Plaintiffs seek to claim dormant wallets tied to Satoshi Nakamoto under abandoned-property statute
A New York court is being asked to declare some of Bitcoin’s oldest dormant wallets, including addresses tied to the cryptocurrency’s creator, as lost property valued at less than $10 each, according to a lawsuit filed by pseudonymous plaintiff Noah Doe and two Wyoming entities, ABC Company and XYZ Company.
The case names 39,069 Bitcoin addresses as defendants. Those addresses hold approximately 3.8 million BTC, roughly 18% of Bitcoin’s 21 million total supply. At current market prices, Galaxy Digital estimates the holdings are worth $293.5 billion, with an average address value of $7.5 million and a median of $3.86 million.
Plaintiffs value each address at under $10, citing unavailable private keys. The strategy leverages New York’s Personal Property Law Article 7-B, which allows finders of lost property to claim title after a required holding period if no owner appears. New York law provides an expedited path for property worth less than $10 when reasonable efforts to locate the owner have failed.

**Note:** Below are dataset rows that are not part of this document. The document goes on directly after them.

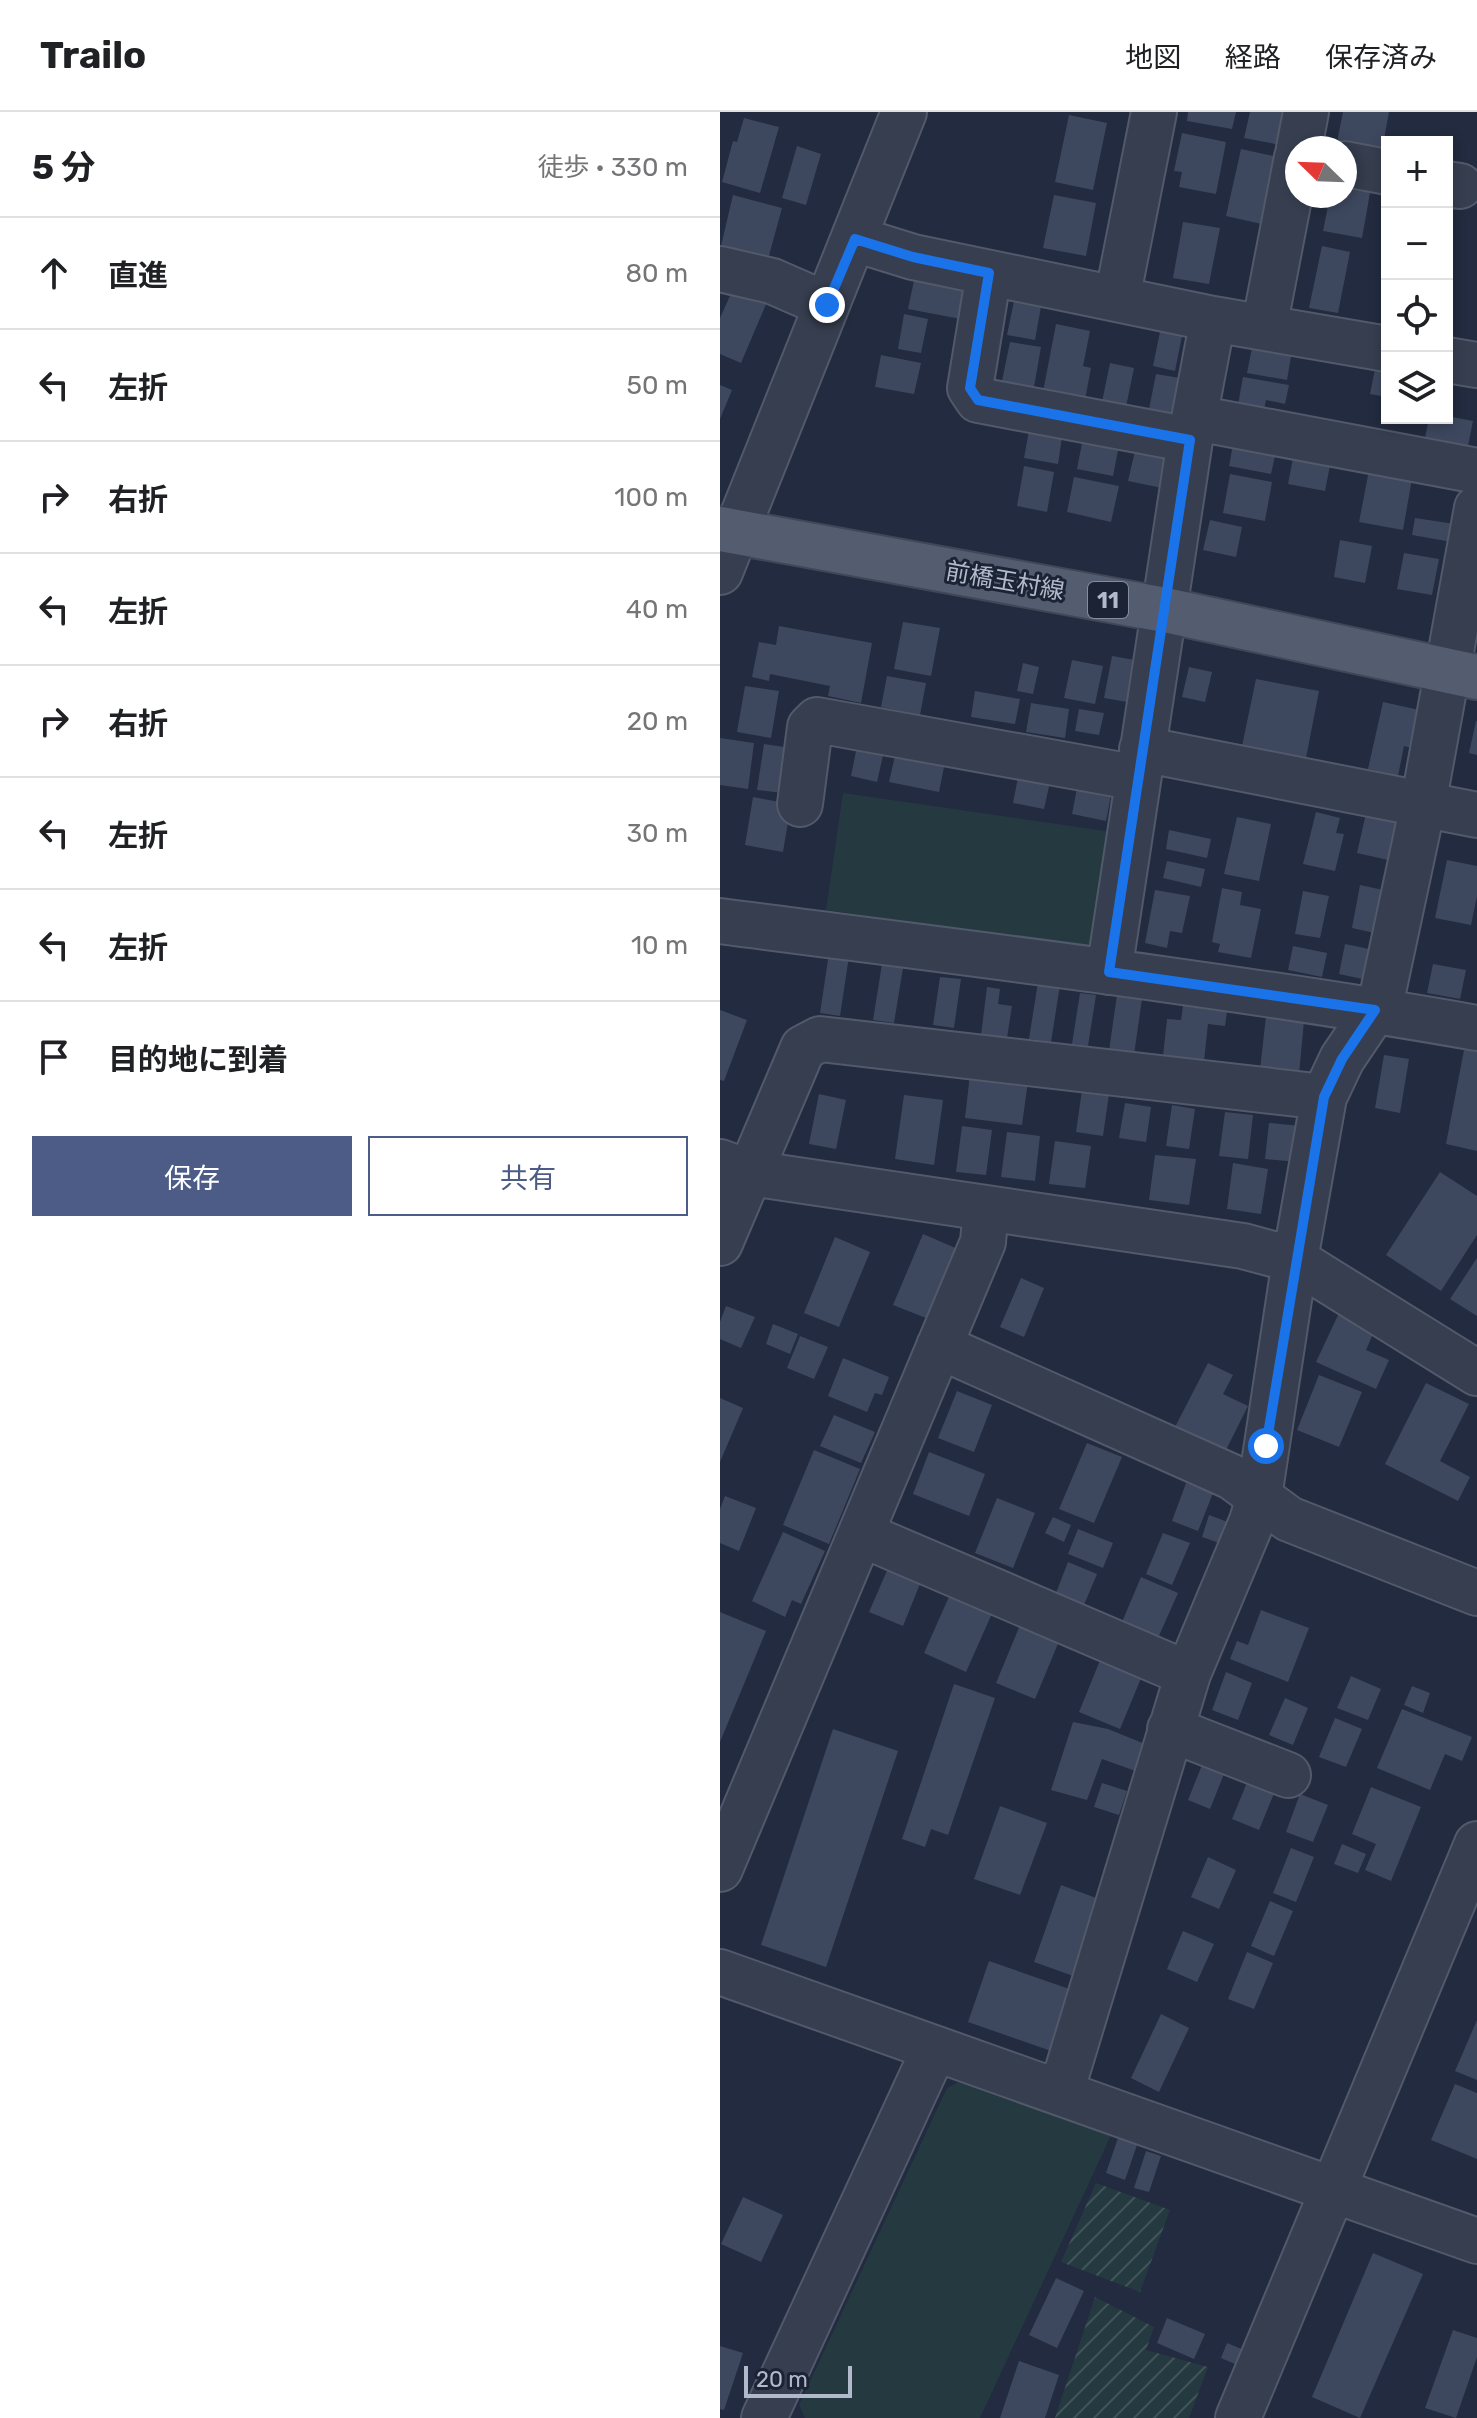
<!DOCTYPE html>
<html lang="ja">
<meta charset="utf-8">
<style>
body{margin:0;font-family:Rubik,"Noto Sans JP",sans-serif;background:#f6f6f6;color:#202124}
.controls{position:absolute;right:24px;top:24px;display:grid;overflow:hidden;border-radius:0px;box-shadow:0 4px 12px #0003}
.controls button{width:72px;height:72px;display:grid;place-items:center;padding:0;border:0;border-bottom:2px solid #e0e0e0;background:#fff;color:#202124;font:40px sans-serif}
.compass{position:absolute;left:565px;top:24px;width:72px;height:72px;border-radius:50%;background:#fff;box-shadow:0 4px 12px #0003;rotate:293deg}
.scale{position:absolute;left:24px;bottom:20px;width:108px;box-sizing:border-box;padding-left:8px;border:4px solid #b2b9ca;border-top:0;font-size:22px;line-height:28px;white-space:nowrap;color:#b2b9ca;-webkit-text-stroke:6px #1b2334;paint-order:stroke}
.stop{position:absolute;width:24px;height:24px;margin:-18px;border:6px solid #1a73e8;border-radius:50%;background:#fff}
.stop.end{background:#1a73e8;border-color:#fff;box-shadow:0 2px 8px #0008}
.list{margin:0;padding:0;list-style:none}
h2{display:flex;justify-content:space-between;align-items:center;height:104px;margin:0;padding:0 32px;font-size:34px}
h2 small{font-size:26px;font-weight:400;color:#757577}
.list li{display:grid;grid-template-columns:52px 1fr auto;gap:24px;align-items:center;box-sizing:border-box;height:112px;padding:0 32px;border-top:2px solid #e0e0e0}
.list b{display:block;font-size:30px;white-space:nowrap}
.list em{font-size:26px;font-style:normal;color:#757577}
.actions{display:flex;gap:16px;padding:24px 32px}
.actions a{flex:1;padding:18px 0;border:2px solid #4c5c87;border-radius:0px;text-align:center;font-size:28px;color:#4c5c87}
.actions .main{background:#4c5c87;color:#fff}
.icon{flex:none;width:44px;height:44px;fill:none;stroke:currentColor;stroke-width:2;stroke-linecap:round;stroke-linejoin:round}
.map{position:relative;flex:none;width:757px;height:2306px;overflow:hidden}
header{display:flex;align-items:center;gap:48px;box-sizing:border-box;height:112px;padding:0 40px;background:#fff;border-bottom:2px solid #e0e0e0}
header strong{font-size:38px}
nav{display:flex;gap:44px;margin-inline-start:auto;font-size:28px}
main{display:flex}
aside{flex:1;background:#fff}
.map>svg:first-child{display:block}
</style>
<header>
<strong>Trailo</strong>
<nav><a>地図</a><a>経路</a><a>保存済み</a></nav>
</header>
<main>
<aside>
<h2>5 分<small>徒歩 · 330 m</small></h2>
<ul class="list">
<li><svg class="icon" aria-label="ahead" viewBox="0 0 24 24"><path d="M12 20V5M6 11l6-6 6 6"/></svg><div><b>直進</b></div><em>80 m</em></li>
<li><svg class="icon" aria-label="left" viewBox="0 0 24 24"><path d="M17 20v-9H6M10 6l-5 5 5 5"/></svg><div><b>左折</b></div><em>50 m</em></li>
<li><svg class="icon" aria-label="right" viewBox="0 0 24 24"><path d="M7 20v-9h11M14 6l5 5-5 5"/></svg><div><b>右折</b></div><em>100 m</em></li>
<li><svg class="icon" aria-label="left" viewBox="0 0 24 24"><path d="M17 20v-9H6M10 6l-5 5 5 5"/></svg><div><b>左折</b></div><em>40 m</em></li>
<li><svg class="icon" aria-label="right" viewBox="0 0 24 24"><path d="M7 20v-9h11M14 6l5 5-5 5"/></svg><div><b>右折</b></div><em>20 m</em></li>
<li><svg class="icon" aria-label="left" viewBox="0 0 24 24"><path d="M17 20v-9H6M10 6l-5 5 5 5"/></svg><div><b>左折</b></div><em>30 m</em></li>
<li><svg class="icon" aria-label="left" viewBox="0 0 24 24"><path d="M17 20v-9H6M10 6l-5 5 5 5"/></svg><div><b>左折</b></div><em>10 m</em></li>
<li><svg class="icon" aria-label="arrive" viewBox="0 0 24 24"><path d="M6 21V4h12l-3 4 3 4H6"/></svg><div><b>目的地に到着</b></div></li>
</ul>
<div class="actions"><a class="main">保存</a><a>共有</a></div>
</aside>
<div class="map">
<svg width="757" height="2306" viewBox="0 0 757 2306">
<defs>
<pattern id="garden-furrows" width="10" height="10" patternUnits="userSpaceOnUse" patternTransform="scale(2)"><rect width="10" height="10" fill="#243a40"/><path d="M-1 1l2-2M0 10L10 0M9 11l2-2" fill="none" stroke="#41545a"/></pattern>
</defs>
<rect width="100%" height="100%" fill="#222b3f"/>
<!-- park -->
<path fill="#243a40" d="M123,681l269,39 -16,116 -270,-38z
M245,1967l148,52 -133,287h-175l-6,-13 148,-317z"/>
<!-- garden -->
<path fill="url(#garden-furrows)" d="M376,2071l74,27 -30,82 -79,-30z
M375,2185l59,30 -8,23 62,17 -19,51h-134z"/>
<!-- building -->
<path fill="#3d485f" d="M468,0h48l-4,17 -45,-8z
M530,0h48l-7,35 -47,-9z
M623,0h46l-7,38 -45,-8z
M349,3l38,8 -14,67 -38,-8z
M24,6l35,9 -19,66 -38,-11 11,-41 4,1z
M462,21l44,9 -10,52 -37,-7 3,-15 -8,-1z
M77,34l24,8 -15,51 -24,-7z
M521,37l41,9 -16,67 -40,-9z
M625,70l26,5 -9,51 -39,-7 7,-35h15z
M13,83l49,13 -15,55 -47,-13z
M334,83l42,8 -10,53 -43,-8z
M463,110l37,6 -11,56 -36,-6z
M602,134l28,6 -12,61 -29,-5z
M196,159l62,12 -7,38 -63,-12z
M14,175l33,15 -26,61 -21,-9v-36z
M295,184l27,5 -7,39 -28,-5z
M184,202l24,5 -7,34 -23,-4z
M336,212l34,7 -7,35 8,2 -7,37 -42,-8z
M441,215l22,4 -8,40 -22,-5z
M534,226l39,7 -6,35 -40,-7z
M290,230l31,5 -7,40 -32,-6z
M161,243l40,8 -7,31 -39,-7z
M390,251l24,5 -8,39 -24,-5z
M655,257l12,2v26l-17,-3z
M436,262l24,4 -6,35 -25,-4z
M523,265l46,8 -4,19 -19,-4 -2,10 -26,-5z
M0,273l12,5 -12,29z
M727,304l26,5 -6,30 -43,-8 5,-25z
M310,313l33,6 -5,33 -34,-6z
M515,322l43,8 -7,32 -42,-8z
M363,326l36,7 -6,31 -36,-7z
M417,330l34,7 -9,39 -34,-7z
M575,336l37,7 -7,36 -37,-7z
M650,353l43,8 -10,57 -44,-8z
M304,354l30,6 -7,40 -30,-6z
M510,362l42,8 -7,39 -42,-8z
M354,365l45,9 -8,36 -44,-10z
M695,406l40,6 -3,18 -40,-7z
M490,408l32,7 -6,30 -33,-7z
M620,428l32,6 -7,37 -31,-6z
M684,441l35,6 -7,36 -35,-6z
M183,510l37,6 -9,48 -37,-7z
M59,514l93,17 -11,60 -33,-7 2,-10 -60,-12 -1,7 -17,-4 7,-35 17,3z
M392,544l34,6 -7,42 -35,-6z
M352,548l31,6 -8,38 -31,-6z
M303,551l16,4 -6,27 -16,-3z
M469,555l23,5 -7,30 -23,-5z
M167,564l39,7 -6,32 -39,-8z
M536,567l63,12 -13,67 -64,-12z
M25,574l34,5 -8,47 -34,-6z
M255,579l45,8 -5,25 -44,-7z
M663,590l50,11 -9,38 -20,-5 -6,30 -30,-7z
M311,591l38,6 -4,29 -39,-6z
M359,597l25,4 -5,22 -24,-4z
M756,609h1v34l-8,-2z
M139,624l27,6 -9,40 -26,-6z
M0,626l34,5 -6,46 -28,-4z
M44,632l34,5 -7,45 -34,-4z
M177,635l49,10 -7,35 -50,-10z
M300,655l32,6 -8,36 -31,-6z
M359,666l34,7 -7,36 -34,-7z
M33,685l38,7 -8,48 -38,-7z
M647,697l31,7 -10,44 -31,-7z
M596,700l24,6 -4,15 8,1 -9,37 -32,-7z
M517,705l34,7 -12,57 -35,-7z
M449,718l42,9 -4,19 -41,-9z
M727,748l30,6v30l-6,29 -36,-7z
M447,749l38,8 -4,18 -38,-9z
M640,773l28,6 -9,43 -27,-6z
M502,776l20,4 -2,13 21,4 -10,49 -33,-6 2,-8 -8,-2z
M435,778l35,6 -8,37 -12,-2 -3,17 -22,-5z
M583,779l26,5 -9,42 -25,-4z
M625,832l29,6 -7,30 -28,-6z
M573,834l34,7 -5,24 -34,-7z
M109,841l20,3 -9,60 -20,-3z
M162,852l21,4 -9,55 -21,-3z
M713,852l33,6 -6,29 -33,-6z
M220,865l21,2 -7,49 -21,-3z
M318,870l22,3 -9,57 -22,-3z
M267,875l13,2 -2,15 14,2 -5,32 -26,-3z
M360,881l16,2 -8,51 -16,-2z
M397,883l25,4 -8,56 -25,-4z
M464,887l44,6 -3,21 -17,-2 -4,37 -41,-5 4,-37 14,1z
M0,898l27,10 -23,61 -4,-1z
M546,904l38,5 -5,53 -39,-4z
M744,938l13,2v99l-31,-7z
M664,943l25,4 -9,54 -25,-5z
M250,962l58,7 -6,44 -57,-7z
M362,978l27,4 -6,42 -27,-4z
M99,982l27,6 -10,49 -27,-5z
M184,983l39,5 -9,65 -39,-6z
M405,991l26,4 -5,35 -27,-4z
M452,993l23,4 -6,40 -23,-3z
M505,1000l28,3 -5,44 -29,-3z
M549,1011l32,3 -3,36 -33,-3z
M242,1014l30,4 -6,45 -30,-3z
M287,1020l33,4 -5,45 -34,-4z
M335,1029l36,5 -6,42 -36,-4z
M435,1043l41,4 -7,46 -40,-5z
M513,1051l35,6 -7,45 -34,-5z
M720,1060l37,24v39l-36,56 -55,-36z
M203,1122l37,16 -29,70 -38,-15z
M115,1125l35,15 -31,75 -35,-14z
M757,1146v58l-27,-17z
M301,1166l23,10 -20,49 -24,-10z
M6,1194l29,11 -14,31 -21,-9v-17z
M620,1199l36,16 -10,23 23,10 -13,29 -60,-27z
M53,1212l25,10 -8,20 -24,-10z
M80,1224l28,11 -14,32 -27,-11z
M123,1246l46,19 -7,18 -7,-2 -8,19 -39,-16z
M488,1251l25,12 -10,19 25,12 -23,46 -50,-25z
M599,1263l43,17 -23,55 -42,-17z
M706,1271l43,21 -29,57 30,16 -12,24 -73,-37z
M237,1279l35,14 -18,47 -36,-14z
M0,1286l23,10 -23,54z
M114,1303l41,17 -14,31 -41,-17z
M367,1331l35,14 -28,66 -35,-14z
M94,1338l46,19 -31,75 -46,-19z
M209,1340l56,22 -16,42 -56,-22z
M466,1371l27,10 -15,38 -26,-10z
M5,1384l31,12 -17,43 -19,-8v-34z
M277,1386l38,15 -22,55 -38,-15z
M489,1403l27,10 -8,21 -26,-9z
M333,1405l18,8 -7,17 -19,-9z
M358,1417l35,14 -10,25 -35,-14z
M63,1420l42,19 -24,53 -9,-4 -7,17 -33,-16z
M443,1421l27,10 -18,42 -26,-11z
M348,1450l29,12 -13,31 -28,-12z
M169,1454l33,13 -19,47 -34,-14z
M421,1465l37,16 -20,45 -36,-16z
M232,1478l42,19 -28,63 -42,-19z
M541,1498l48,18 -21,54 -58,-23 7,-18 11,4z
M0,1500l46,19 -46,111z
M303,1506l39,16 -27,65 -39,-16z
M383,1541l41,18 -24,58 -41,-17z
M506,1560l26,11 -14,37 -26,-10z
M631,1564l30,13 -13,31 -31,-12z
M234,1572l41,14 -47,137 -17,-6 -6,18 -23,-8z
M692,1574l18,7 -7,20 -19,-8z
M565,1586l23,10 -15,37 -24,-10z
M682,1597l70,28 -10,24 -17,-7 -15,36 -53,-22z
M615,1606l27,11 -16,38 -27,-10z
M353,1610l35,7 47,19 -11,26 -42,-15 -15,41 -36,-10z
M113,1617l65,22 -72,216 -65,-22z
M484,1648l22,9 -16,40 -22,-9z
M528,1668l27,11 -16,39 -27,-11z
M382,1671l25,8 -8,24 -25,-8z
M651,1675l50,20 -30,74 -26,-11 11,-26 -24,-10z
M580,1682l28,11 -15,37 -27,-10z
M280,1694l47,17 -27,72 -46,-16z
M622,1732l24,10 -8,19 -24,-9z
M571,1736l23,9 -18,45 -23,-9z
M488,1745l28,13 -17,39 -28,-12z
M341,1773l46,17 -28,76 -45,-16z
M550,1789l23,10 -19,45 -23,-10z
M463,1819l31,13 -17,38 -30,-13z
M527,1840l26,11 -19,46 -26,-10z
M269,1849l92,32 -21,61 -92,-32z
M441,1902l28,14 -30,64 -28,-14z
M757,1908v60l-22,-9z
M735,1972l22,9v66l-46,-19z
M398,2026l19,7 -12,35 -19,-7z
M426,2039l15,5 -12,36 -15,-4z
M23,2085l40,18 -22,47 -40,-18z
M653,2141l50,21 -63,144 -48,-21z
M336,2166l28,13 -27,57 -28,-13z
M447,2206l38,16 -11,25 -37,-16z
M733,2218l24,8v19l-21,61 -31,-10z
M507,2231l29,12 -7,15 -28,-12z
M0,2234l23,7 -19,57 -4,-1z
M299,2249l40,14 -14,43h-45z"/>
<g fill="none" stroke-linecap="round" stroke-linejoin="round">
<defs>
<path id="minor" d="M579,36l7,-36
M625,52l42,8
M727,72l13,2
M135,127l58,18 300,62 174,30
M0,157l52,12 55,24
M269,161l-19,115 8,12 212,40
M397,187l37,-187
M544,216l33,-171
M727,248l30,5
M476,306l281,53
M0,460l184,-460
M422,637l335,66
M80,692l10,-77 7,-7 321,58
M0,809c253,33 506,63 757,107
M389,860l81,-532 23,-121
M0,1050l30,11 493,73 52,14 182,113
M0,1131l83,-195 17,-9 504,58
M219,1234l293,131 57,42 188,74
M141,1422l327,140
M450,1617l118,46
M0,1757l263,-627 3,-33
M0,1860l757,269
M341,1980l127,-418 64,-153 7,-24 36,-237 29,-163 18,-38 33,-49 8,-18 40,-187 54,-297
M44,2306l170,-368
M518,2306l239,-574"/>
<path id="major" d="M0,417l445,81 312,67"/>
</defs>
<!-- minor casing -->
<use href="#minor" stroke="#51596a" stroke-width="48"/>
<!-- major casing -->
<use href="#major" stroke="#3f4758" stroke-width="48"/>
<!-- minor -->
<use href="#minor" stroke="#363e4f" stroke-width="44"/>
<!-- major -->
<use href="#major" stroke="#545c6f" stroke-width="44"/>
</g>
<g fill="none" stroke-linecap="round" stroke-linejoin="round">
<!-- route -->
<path stroke="#1a73e8" stroke-width="10" d="M107,193l28,-66 58,18 76,16 -19,115 8,12 212,40 -81,532 266,38 -33,49 -18,38 -58,349"/>
</g>
<g text-anchor="middle" dominant-baseline="central" stroke-width="6" stroke-linejoin="round" paint-order="stroke">
<!-- shield labels -->
<rect fill="#1b2334" stroke="#858c9d" stroke-width="2" x="368" y="470" width="40" height="36" rx="6"/>
<g font-size="22" font-weight="bold" fill="#b2b9ca">
<text x="388" y="488">11</text>
</g>
<!-- street labels -->
<g font-size="24" fill="#b2b9ca" stroke="#1b2334">
<text transform="translate(285 469) rotate(10)">前橋玉村線</text>
</g>
</g>
</svg>
<div class="controls">
<button>+</button>
<button>−</button>
<button><svg class="icon" aria-label="locate" viewBox="0 0 24 24"><circle cx="12" cy="12" r="6"/><path d="M12 2v4M12 18v4M2 12h4M18 12h4"/></svg></button>
<button><svg class="icon" aria-label="layers" viewBox="0 0 24 24"><path d="M12 4l9 5-9 5-9-5zM3 14l9 5 9-5"/></svg></button>
</div>
<svg class="compass" viewBox="-18 -18 36 36"><path d="M0-13l5 13h-10z" fill="#e53935"/><path d="M0 13l5-13h-10z" fill="#757577"/></svg>
<div class="scale">20 m</div>
<div class="stop" style="left:546px;top:1334px"></div>
<div class="stop end" style="left:107px;top:193px"></div>
</div>
</main>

The defendant set includes 21,923 addresses matching the Patoshi pattern, early-mined wallets long associated with Satoshi Nakamoto. These addresses hold 1.096 million Bitcoin. The lawsuit also names a wallet holding 79,957 BTC linked to the 2011 Mt. Gox breach, as well as a burn address holding 2,131 BTC designed so no owner could move funds.
Plaintiffs conducted an on-chain notice campaign using OP_RETURN messages, a press release, and a claim window after placing address lists on USB drives at New York Police Department’s 17th Precinct. Salomon Brothers, an entity serving as representative, issued legal notices via OP_RETURN in 2025 with a 90-day response window. Hundreds of addresses moved coins after the campaign and were excluded from the lawsuit; silent addresses became the defendant set.
Justice Kathy J. King is hearing the case. Plaintiff obtained permission to proceed under pseudonym, citing threat of physical violence or kidnapping.
A favorable judgment would not immediately move coins but would serve as “cloud on title,” usable to freeze accounts if owners move Bitcoin to regulated exchanges or custodians.
The case presents multiple technical and legal conflicts. Satoshi-linked wallets have been extensively studied and monitored by researchers and analysts, contradicting the plaintiffs’ obscurity assumption. The Mt. Gox-linked wallet is widely recognized as stolen or contested property rather than abandoned. The burn address cannot be spent from by design, creating a technical impossibility for an abandonment claim.
Many defendant addresses last moved coins between 2009 and 2013. The dormancy spans over a decade, forming the basis of the abandonment argument under New York law.